Dans ce projet, en outre, il n'y a pas de reconnaissance de la cause de ce conflit: le nettoyage ethnique de 1948. Il n'y a pas de processus de vérité et de réconciliation qui rende Israël responsable pour les actes commis en 1948, ou par la suite. Dans ces circonstances, ni les Palestiniens dans leur ensemble, ni le monde Arabe ne se sentiront en mesure d'accepter un Etat Juif.

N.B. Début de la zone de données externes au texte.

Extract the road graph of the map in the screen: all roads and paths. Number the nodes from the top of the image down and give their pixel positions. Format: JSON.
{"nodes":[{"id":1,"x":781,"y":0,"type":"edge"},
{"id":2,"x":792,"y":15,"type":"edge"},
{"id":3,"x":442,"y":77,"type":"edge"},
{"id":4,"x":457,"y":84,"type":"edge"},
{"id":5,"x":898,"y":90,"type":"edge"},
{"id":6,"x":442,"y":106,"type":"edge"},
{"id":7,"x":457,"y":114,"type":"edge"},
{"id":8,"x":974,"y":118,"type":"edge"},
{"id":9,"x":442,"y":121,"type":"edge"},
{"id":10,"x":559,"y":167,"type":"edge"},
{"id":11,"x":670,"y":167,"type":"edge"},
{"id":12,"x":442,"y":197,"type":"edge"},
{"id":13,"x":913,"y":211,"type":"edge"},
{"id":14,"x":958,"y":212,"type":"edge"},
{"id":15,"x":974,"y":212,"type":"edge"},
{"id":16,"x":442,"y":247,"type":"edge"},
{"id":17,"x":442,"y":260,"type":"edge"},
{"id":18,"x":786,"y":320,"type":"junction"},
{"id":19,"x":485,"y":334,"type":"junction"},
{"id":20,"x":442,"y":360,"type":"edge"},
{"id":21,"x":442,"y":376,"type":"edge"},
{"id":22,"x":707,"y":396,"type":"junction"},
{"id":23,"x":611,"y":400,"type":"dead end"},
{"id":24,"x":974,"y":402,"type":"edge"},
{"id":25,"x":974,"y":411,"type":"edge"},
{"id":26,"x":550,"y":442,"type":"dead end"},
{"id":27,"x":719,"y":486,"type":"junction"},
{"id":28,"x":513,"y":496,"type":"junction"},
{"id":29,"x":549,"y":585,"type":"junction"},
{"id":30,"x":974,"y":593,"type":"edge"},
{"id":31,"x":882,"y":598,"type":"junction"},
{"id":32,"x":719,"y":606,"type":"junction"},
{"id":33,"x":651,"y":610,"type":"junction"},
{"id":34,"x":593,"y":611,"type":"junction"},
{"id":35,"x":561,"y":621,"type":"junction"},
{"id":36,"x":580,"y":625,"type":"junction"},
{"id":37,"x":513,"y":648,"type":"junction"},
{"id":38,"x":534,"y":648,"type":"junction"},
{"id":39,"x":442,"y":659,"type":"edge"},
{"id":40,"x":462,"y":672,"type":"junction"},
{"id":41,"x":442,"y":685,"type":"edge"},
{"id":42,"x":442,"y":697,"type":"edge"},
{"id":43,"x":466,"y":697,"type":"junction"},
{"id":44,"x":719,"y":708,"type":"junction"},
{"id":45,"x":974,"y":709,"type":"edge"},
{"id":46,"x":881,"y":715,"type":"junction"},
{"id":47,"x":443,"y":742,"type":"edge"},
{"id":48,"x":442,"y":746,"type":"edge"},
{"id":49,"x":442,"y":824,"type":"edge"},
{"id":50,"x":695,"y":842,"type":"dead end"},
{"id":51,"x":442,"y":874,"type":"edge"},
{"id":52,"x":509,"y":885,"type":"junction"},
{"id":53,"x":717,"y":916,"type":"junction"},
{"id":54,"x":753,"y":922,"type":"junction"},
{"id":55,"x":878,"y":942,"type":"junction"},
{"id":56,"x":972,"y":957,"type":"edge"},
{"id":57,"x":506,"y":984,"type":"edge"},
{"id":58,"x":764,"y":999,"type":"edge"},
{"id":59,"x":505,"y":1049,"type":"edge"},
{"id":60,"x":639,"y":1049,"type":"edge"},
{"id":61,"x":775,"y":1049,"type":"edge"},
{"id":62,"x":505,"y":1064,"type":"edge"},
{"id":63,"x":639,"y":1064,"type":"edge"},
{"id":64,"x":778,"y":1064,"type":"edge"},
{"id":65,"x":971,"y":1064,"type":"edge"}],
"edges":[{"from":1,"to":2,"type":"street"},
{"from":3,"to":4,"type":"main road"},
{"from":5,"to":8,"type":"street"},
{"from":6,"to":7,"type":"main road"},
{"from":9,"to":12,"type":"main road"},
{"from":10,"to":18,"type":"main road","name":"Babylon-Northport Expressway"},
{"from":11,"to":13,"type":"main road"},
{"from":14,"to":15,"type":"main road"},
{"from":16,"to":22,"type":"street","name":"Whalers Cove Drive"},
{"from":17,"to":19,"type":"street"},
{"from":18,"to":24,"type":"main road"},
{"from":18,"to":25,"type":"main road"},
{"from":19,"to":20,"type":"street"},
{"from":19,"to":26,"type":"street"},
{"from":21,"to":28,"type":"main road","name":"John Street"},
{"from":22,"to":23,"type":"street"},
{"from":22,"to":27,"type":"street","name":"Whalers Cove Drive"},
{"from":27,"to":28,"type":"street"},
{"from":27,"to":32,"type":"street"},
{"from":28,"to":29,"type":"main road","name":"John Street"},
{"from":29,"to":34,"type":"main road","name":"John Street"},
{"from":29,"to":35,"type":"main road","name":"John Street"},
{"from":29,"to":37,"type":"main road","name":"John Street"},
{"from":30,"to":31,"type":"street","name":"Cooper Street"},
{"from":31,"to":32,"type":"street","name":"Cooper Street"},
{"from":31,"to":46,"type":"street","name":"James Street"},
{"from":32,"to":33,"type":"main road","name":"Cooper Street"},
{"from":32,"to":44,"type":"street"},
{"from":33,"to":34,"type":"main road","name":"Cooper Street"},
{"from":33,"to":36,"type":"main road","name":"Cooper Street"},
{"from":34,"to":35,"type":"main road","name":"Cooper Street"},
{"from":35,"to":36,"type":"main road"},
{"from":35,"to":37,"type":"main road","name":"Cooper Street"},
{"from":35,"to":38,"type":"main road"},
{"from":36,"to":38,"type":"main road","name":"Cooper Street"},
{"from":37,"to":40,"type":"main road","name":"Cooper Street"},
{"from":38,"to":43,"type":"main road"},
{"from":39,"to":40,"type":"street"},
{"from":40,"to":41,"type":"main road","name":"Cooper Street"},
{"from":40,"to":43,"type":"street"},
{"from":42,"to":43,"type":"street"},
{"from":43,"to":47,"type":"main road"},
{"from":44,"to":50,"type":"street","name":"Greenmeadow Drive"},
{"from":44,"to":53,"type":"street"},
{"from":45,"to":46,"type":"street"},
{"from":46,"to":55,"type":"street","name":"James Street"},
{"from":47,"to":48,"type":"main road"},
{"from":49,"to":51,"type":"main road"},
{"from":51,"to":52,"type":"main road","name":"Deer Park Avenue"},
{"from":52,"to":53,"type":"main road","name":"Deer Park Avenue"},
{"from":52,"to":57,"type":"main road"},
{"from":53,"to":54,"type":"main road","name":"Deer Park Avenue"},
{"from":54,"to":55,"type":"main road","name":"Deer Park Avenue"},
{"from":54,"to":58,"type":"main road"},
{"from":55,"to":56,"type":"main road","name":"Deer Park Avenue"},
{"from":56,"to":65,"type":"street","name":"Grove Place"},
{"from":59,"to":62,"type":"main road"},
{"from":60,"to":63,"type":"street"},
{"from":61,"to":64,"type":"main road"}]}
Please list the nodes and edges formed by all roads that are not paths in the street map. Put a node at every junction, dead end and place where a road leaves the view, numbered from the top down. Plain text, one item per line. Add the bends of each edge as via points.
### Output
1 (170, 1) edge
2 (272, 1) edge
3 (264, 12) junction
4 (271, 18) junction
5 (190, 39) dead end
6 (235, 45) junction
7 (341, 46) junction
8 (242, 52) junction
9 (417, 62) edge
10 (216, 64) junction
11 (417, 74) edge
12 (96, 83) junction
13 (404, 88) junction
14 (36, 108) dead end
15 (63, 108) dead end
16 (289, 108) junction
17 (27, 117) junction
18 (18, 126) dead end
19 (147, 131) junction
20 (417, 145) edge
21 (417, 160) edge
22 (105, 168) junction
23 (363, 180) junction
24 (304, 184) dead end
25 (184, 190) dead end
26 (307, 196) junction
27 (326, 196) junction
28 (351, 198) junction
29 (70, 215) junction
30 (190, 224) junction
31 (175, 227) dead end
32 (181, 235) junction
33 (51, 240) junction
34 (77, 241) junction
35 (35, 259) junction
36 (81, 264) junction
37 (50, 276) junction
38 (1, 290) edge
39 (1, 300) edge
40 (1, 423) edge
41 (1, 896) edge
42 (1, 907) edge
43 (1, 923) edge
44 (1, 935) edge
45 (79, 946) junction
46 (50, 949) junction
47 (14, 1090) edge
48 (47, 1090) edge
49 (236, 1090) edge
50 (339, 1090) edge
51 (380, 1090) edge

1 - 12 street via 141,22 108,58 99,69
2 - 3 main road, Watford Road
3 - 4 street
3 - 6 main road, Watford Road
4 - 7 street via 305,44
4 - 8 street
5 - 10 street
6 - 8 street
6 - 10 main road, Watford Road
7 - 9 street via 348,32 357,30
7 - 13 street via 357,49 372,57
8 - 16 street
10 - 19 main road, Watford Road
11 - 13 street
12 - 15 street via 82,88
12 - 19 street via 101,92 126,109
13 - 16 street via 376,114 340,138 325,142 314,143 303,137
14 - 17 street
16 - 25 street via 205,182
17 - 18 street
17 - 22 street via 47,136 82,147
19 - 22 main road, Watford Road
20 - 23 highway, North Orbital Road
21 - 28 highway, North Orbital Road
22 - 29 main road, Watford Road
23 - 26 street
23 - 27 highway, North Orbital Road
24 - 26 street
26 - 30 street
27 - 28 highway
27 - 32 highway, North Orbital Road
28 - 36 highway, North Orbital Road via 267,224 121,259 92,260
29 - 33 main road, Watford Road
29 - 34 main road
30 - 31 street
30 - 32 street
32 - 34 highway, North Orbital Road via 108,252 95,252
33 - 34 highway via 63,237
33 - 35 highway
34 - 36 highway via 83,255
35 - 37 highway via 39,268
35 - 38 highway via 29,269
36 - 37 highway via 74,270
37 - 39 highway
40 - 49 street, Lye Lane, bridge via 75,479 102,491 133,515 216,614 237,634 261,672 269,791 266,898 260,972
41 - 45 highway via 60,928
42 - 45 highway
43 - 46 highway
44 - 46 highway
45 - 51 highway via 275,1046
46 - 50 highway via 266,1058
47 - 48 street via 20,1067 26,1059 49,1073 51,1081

Dans une célébration à Tel Aviv, les architectes des Accords de Genève ont passé et repassé une chanson populaire intitulée “«Et Tel Aviv sera alors Genève».. Mais Tel Aviv n'est pas Genève: cette ville est construite sur les ruines de six villages Palestiniens détruits en 1948 . Elle ne devrait d'ailleurs pas être Genève; elle devrait être Alexandrie ou Beyrouth, afin que les Juifs qui ont envahi le monde Arabe par la force puissent au moins faire preuve de la volonté de faire partie intégrante du Moyen-Orient, plutôt que de rester à l'intérieur de celui-ci un Etat étranger et aliéné. (18 décembre 2003)

*Ilan Pape est un historien critique israélien. Cet article a été publié dans la London Review of Books. Ilan Pappe a écrit de nombreux ouvrages, parmi lesquels Eric Hazan des Editions La Fabrique (Paris) a fait paraître: La guerre de 1948 en Palestine, aux Origines du Conflit Israélo-Arabe, 2000.


1.L'UNSCOP (United Nations special Committee on Palestine) est fondé en avril 1947, lorsque le gouvernement britannique présente le "problème de la Palestine" aux Nations Unies. Les onze membres de ce comité d'enquête, qui travaille quelque deux mois sur place, ne parviennent pas à dégager un accord sur une solution. Ils publient des rapports majoritaires et minoritaires. Le point de vue majoritaire, qui n'a cessé de réduire la surface du territoire "attribué aux Palestiniens", recommande le partage de la Palestine en deux États, l'un juif et l'autre arabe. Il conseille aussi que Jérusalem devienne une ville internationale.

C'est ce rapport qui est présenté a l'Assemblée générale de l'ONU le 29 novembre 1947, et qui est adopté comme Résolution 181. Trente-trois pays votent pour ce plan, treize s'y opposent et dix s'abstiennent. Les États Unis et l'Union Soviétique soutiennent la résolution, tandis que l'Angleterre s'abstient, promettant seulement d'évacuer ses troupes jusqu'en août 1948. En fait, les Anglais partiront trois mois plus tôt, le 14 mai 1948. réd.